From his point of view, basic emotions must have the following mandatory characteristics: 1) have distinct and specific neural substrates; 2) manifest themselves through an expressive and specific configuration of muscle movements of the face (facial expressions); 3) entail a distinct and specific experience that is conscious to the person; 4) arose as a result of evolutionary biological processes; 5) have an organizing and motivating influence on a person, serve his adaptation.

However, Izard himself admits that some emotions classified as basic do not have all these characteristics. Thus, the emotion of guilt does not have a clear facial and pantomimic expression. On the other hand, some researchers attribute other characteristics to basic emotions.

Obviously, those emotions that have deep phylogenetic roots can be called basic, that is, they are present not only in humans, but also in animals. Other emotions that are unique to humans (shame, guilt) do not apply to them. Interest and shyness can hardly be called emotions either.

Close to this is the division of emotions by R. Plutchik into primary and secondary (the latter means combinations of two or more primary emotions). Thus, he classifies secondary emotions as pride (anger + joy), love (joy + acceptance), curiosity (surprise + acceptance), modesty (fear + acceptance), etc. It is not difficult to notice that his emotions included feelings, and moral qualities (modesty) and a very strange emotion - acceptance.

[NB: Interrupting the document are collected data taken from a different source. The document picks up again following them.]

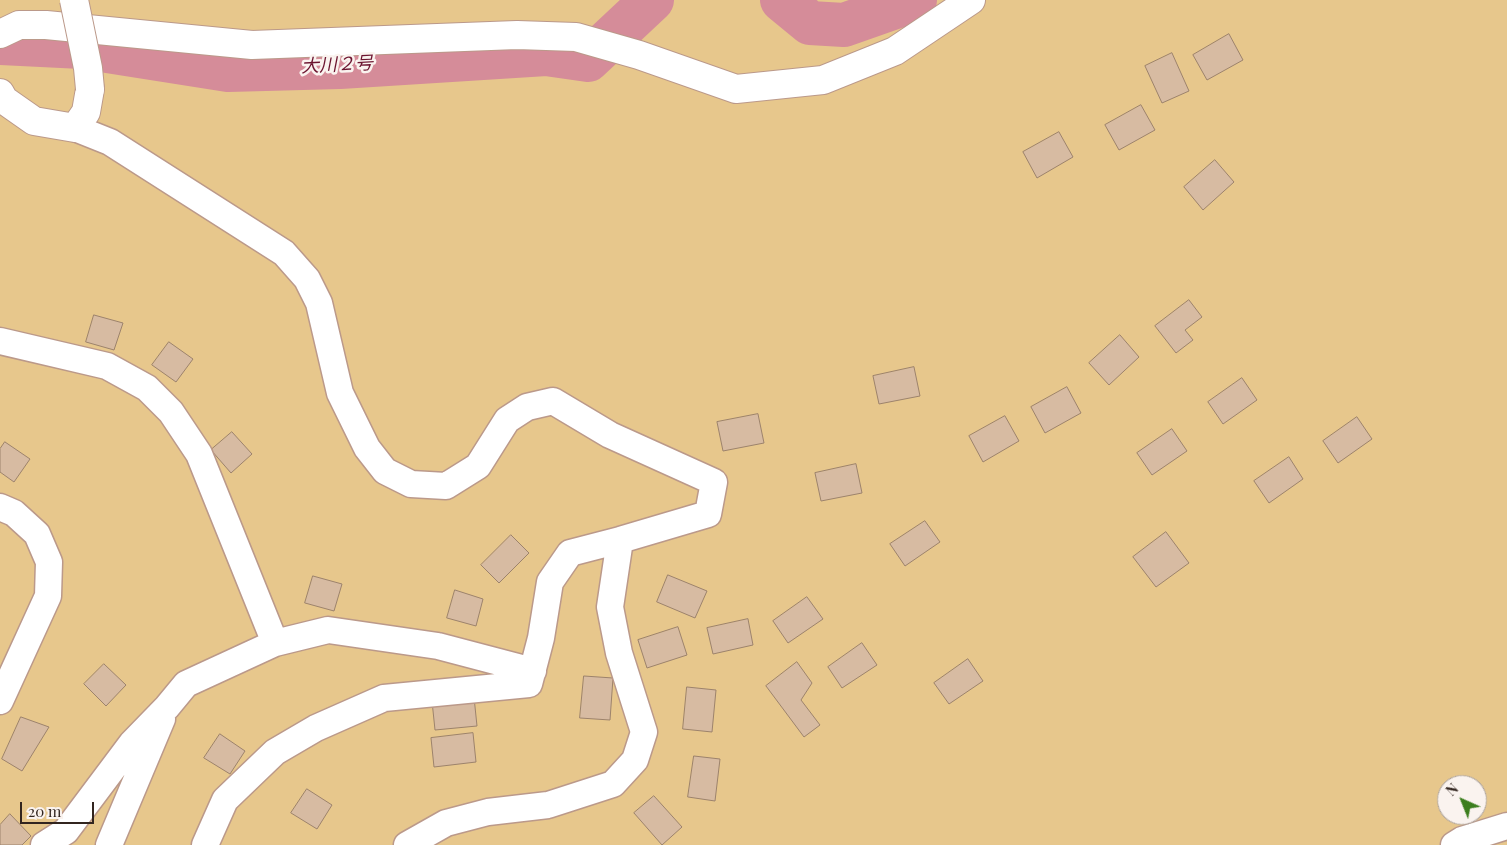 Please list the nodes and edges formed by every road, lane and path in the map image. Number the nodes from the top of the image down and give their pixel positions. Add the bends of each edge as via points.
1 (74, 0) edge
2 (971, 0) edge
3 (0, 33) edge
4 (0, 93) edge
5 (75, 128) junction
6 (0, 341) edge
7 (0, 507) edge
8 (620, 540) junction
9 (275, 643) junction
10 (533, 671) junction
11 (1, 699) edge
12 (167, 707) junction
13 (1507, 826) edge
14 (44, 845) edge
15 (109, 845) edge
16 (205, 845) edge
17 (407, 845) edge
18 (1454, 845) edge

1 - 5 street, bridge via 90,89 86,112
2 - 3 street via 895,51 823,80 736,89 576,36 517,35 252,45 46,25 19,25
4 - 5 street via 4,100 34,121
5 - 8 street via 110,142 284,253 307,279 319,303 340,393 367,448 385,471 411,484 446,486 478,466 506,420 527,407 553,402 610,435 714,482 708,514
6 - 9 street via 107,366 147,388 170,412 199,454
7 - 11 street via 14,513 37,534 49,562 48,596
8 - 10 street via 570,553 550,582
8 - 17 street via 610,607 619,654 644,732 635,760 613,784 548,805 488,812 446,823
9 - 10 street via 328,630 438,646
9 - 12 street via 186,684
10 - 16 street via 529,684 384,698 316,728 275,752 225,800
12 - 14 street via 132,743 66,831
12 - 15 street
13 - 18 street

VC. Viliunas divides emotions into two fundamental groups: leading and situational (derived from the former). The first group consists of experiences generated by specific mechanisms of needs and coloring objects directly related to them. These experiences usually arise when a certain need intensifies and an object that responds to it is reflected. They precede the corresponding activity, encourage it and are responsible for its general direction. They largely determine the direction of other emotions, which is why they are called leading by the author.

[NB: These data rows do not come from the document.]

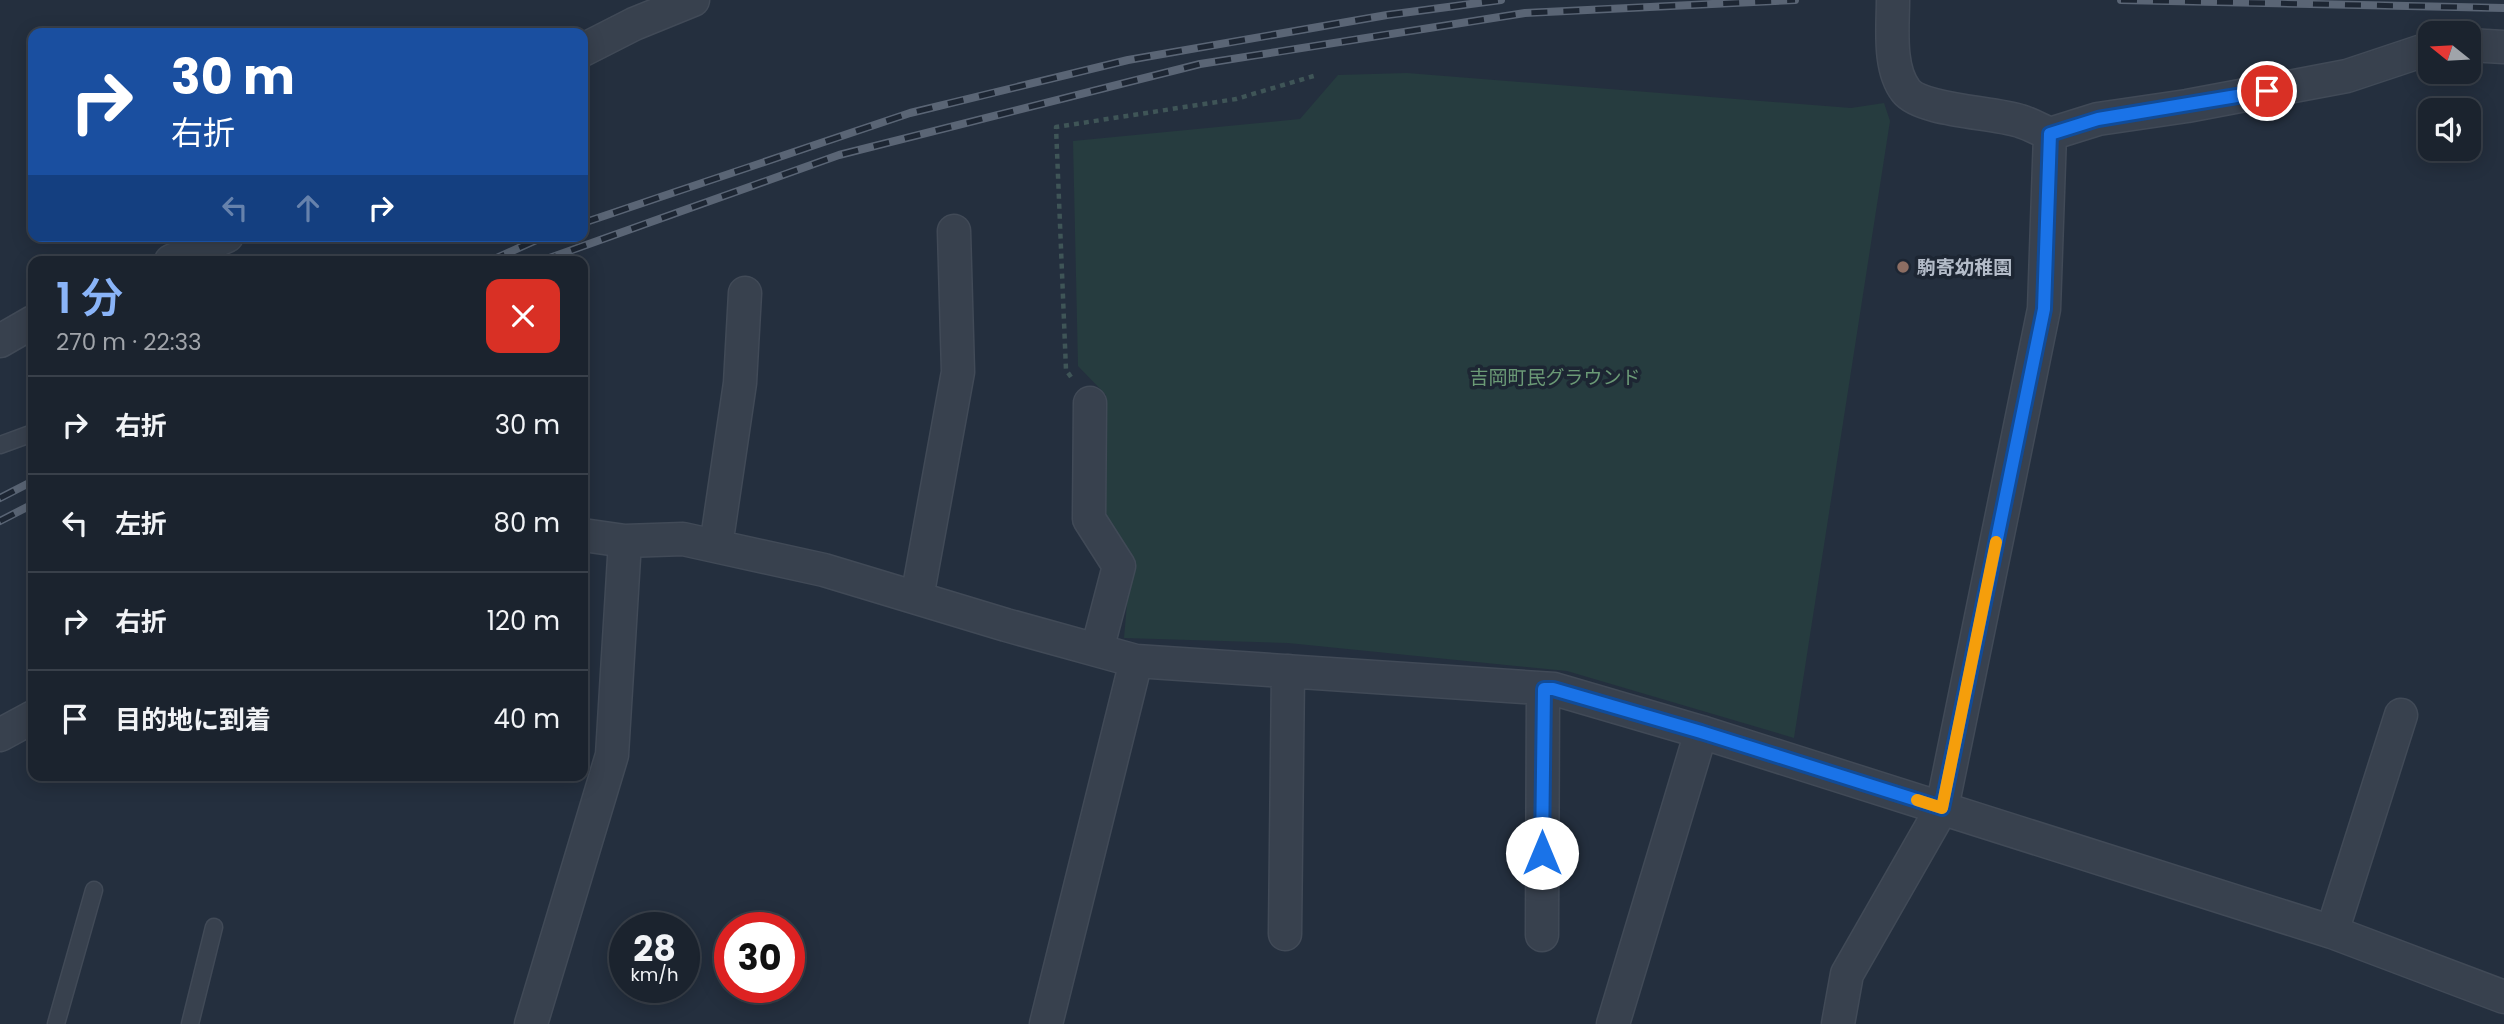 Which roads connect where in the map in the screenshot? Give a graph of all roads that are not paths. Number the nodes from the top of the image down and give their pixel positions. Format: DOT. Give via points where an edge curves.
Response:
graph roads {
  1 [pos="693,0"];
  2 [pos="1892,0"];
  3 [pos="636,12"];
  4 [pos="588,46"];
  5 [pos="2482,46"];
  6 [pos="2504,47"];
  7 [pos="2418,52"];
  8 [pos="2050,134"];
  9 [pos="954,231"];
  10 [pos="214,242"];
  11 [pos="182,256"];
  12 [pos="745,293"];
  13 [pos="28,325"];
  14 [pos="0,341"];
  15 [pos="1090,403"];
  16 [pos="28,435"];
  17 [pos="0,445"];
  18 [pos="588,536"];
  19 [pos="625,541"];
  20 [pos="716,546"];
  21 [pos="917,598"];
  22 [pos="1097,650"];
  23 [pos="1136,661"];
  24 [pos="1288,671"];
  25 [pos="1544,689"];
  26 [pos="2401,715"];
  27 [pos="28,720"];
  28 [pos="1701,732"];
  29 [pos="0,735"];
  30 [pos="1942,808"];
  31 [pos="94,890"];
  32 [pos="214,927"];
  33 [pos="2332,932"];
  34 [pos="1285,934"];
  35 [pos="1542,935"];
  36 [pos="2504,998"];
  37 [pos="56,1024"];
  38 [pos="190,1024"];
  39 [pos="531,1024"];
  40 [pos="1046,1024"];
  41 [pos="1613,1024"];
  42 [pos="1838,1024"];
  1 -- 3 [label="street"];
  2 -- 8 [label="street" via="1897,74 1906,91 1920,102 2020,121"];
  3 -- 4 [label="street"];
  5 -- 6 [label="street"];
  7 -- 8 [label="street" via="2347,76 2098,119"];
  8 -- 30 [label="street" via="2044,309"];
  9 -- 21 [label="street" via="958,372"];
  10 -- 11 [label="street"];
  12 -- 20 [label="street" via="740,383"];
  13 -- 14 [label="street"];
  15 -- 22 [label="street" via="1088,519 1119,566"];
  16 -- 17 [label="lane"];
  18 -- 19 [label="street"];
  19 -- 20 [label="street" via="683,539"];
  19 -- 39 [label="street" via="612,755"];
  20 -- 21 [label="street" via="824,570"];
  21 -- 22 [label="street"];
  22 -- 23 [label="street"];
  23 -- 24 [label="street"];
  23 -- 40 [label="street"];
  24 -- 25 [label="street"];
  24 -- 34 [label="street"];
  25 -- 28 [label="street"];
  25 -- 35 [label="street"];
  26 -- 33 [label="street"];
  27 -- 29 [label="street"];
  28 -- 30 [label="street"];
  28 -- 41 [label="street"];
  30 -- 33 [label="street"];
  30 -- 42 [label="street" via="1847,974"];
  31 -- 37 [label="lane"];
  32 -- 38 [label="lane"];
  33 -- 36 [label="street"];
}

The second group includes situational emotional phenomena generated by universal motivation mechanisms and aimed at circumstances that mediate the satisfaction of needs. They arise already in the presence of a leading emotion, i.e. in the process of activity (internal or external), and express the motivational significance of conditions that facilitate its implementation or make it difficult (fear, anger), specific achievements in it (joy, grief), existing or possible situations, etc. Derived emotions are united by their conditioning by the situation and the activity of the subject, dependence on leading emotional phenomena.

If leading experiences reveal to the subject the significance of the very object of the need, then by derived emotions the same function is performed in relation to the situation, the conditions for satisfying the need. In derivative emotions, the need is, as it were, objectified secondarily and more broadly - in relation to the conditions surrounding its object.

Analyzing situational emotions in a person, Viliunas identifies a class of success-failure emotions with three subgroups:

1) stated success or failure;

2) anticipating success-failure;

3) generalized success-failure.

Emotions that indicate success or failure are responsible for changing behavioral strategies; a generalized emotion of success or failure arises as a result of evaluating the activity as a whole; anticipatory emotions of success and failure are formed on the basis of ascertaining ones as a result of their association with the details of the situation. When a situation arises again, these emotions allow one to anticipate events and encourage a person to act in a certain direction.

L.V. Kulikov divides emotions (“feelings”) into activation ones, which include cheerfulness, joy, excitement, tension (emotions of tension) - anger, fear, anxiety, and self-esteem - sadness, guilt, shame, confusion.

Thus, emotions differ in many ways: modality (quality), intensity, duration, awareness, depth, genetic source, complexity, conditions of occurrence, functions performed, impact on the body. According to the last of these parameters, emotions are divided into sthenic and asthenic. The former activate the body and lift the mood, while the latter relax and suppress. In addition, emotions are divided into lower and higher, as well as by the objects with which they are associated (objects, events, people, etc.).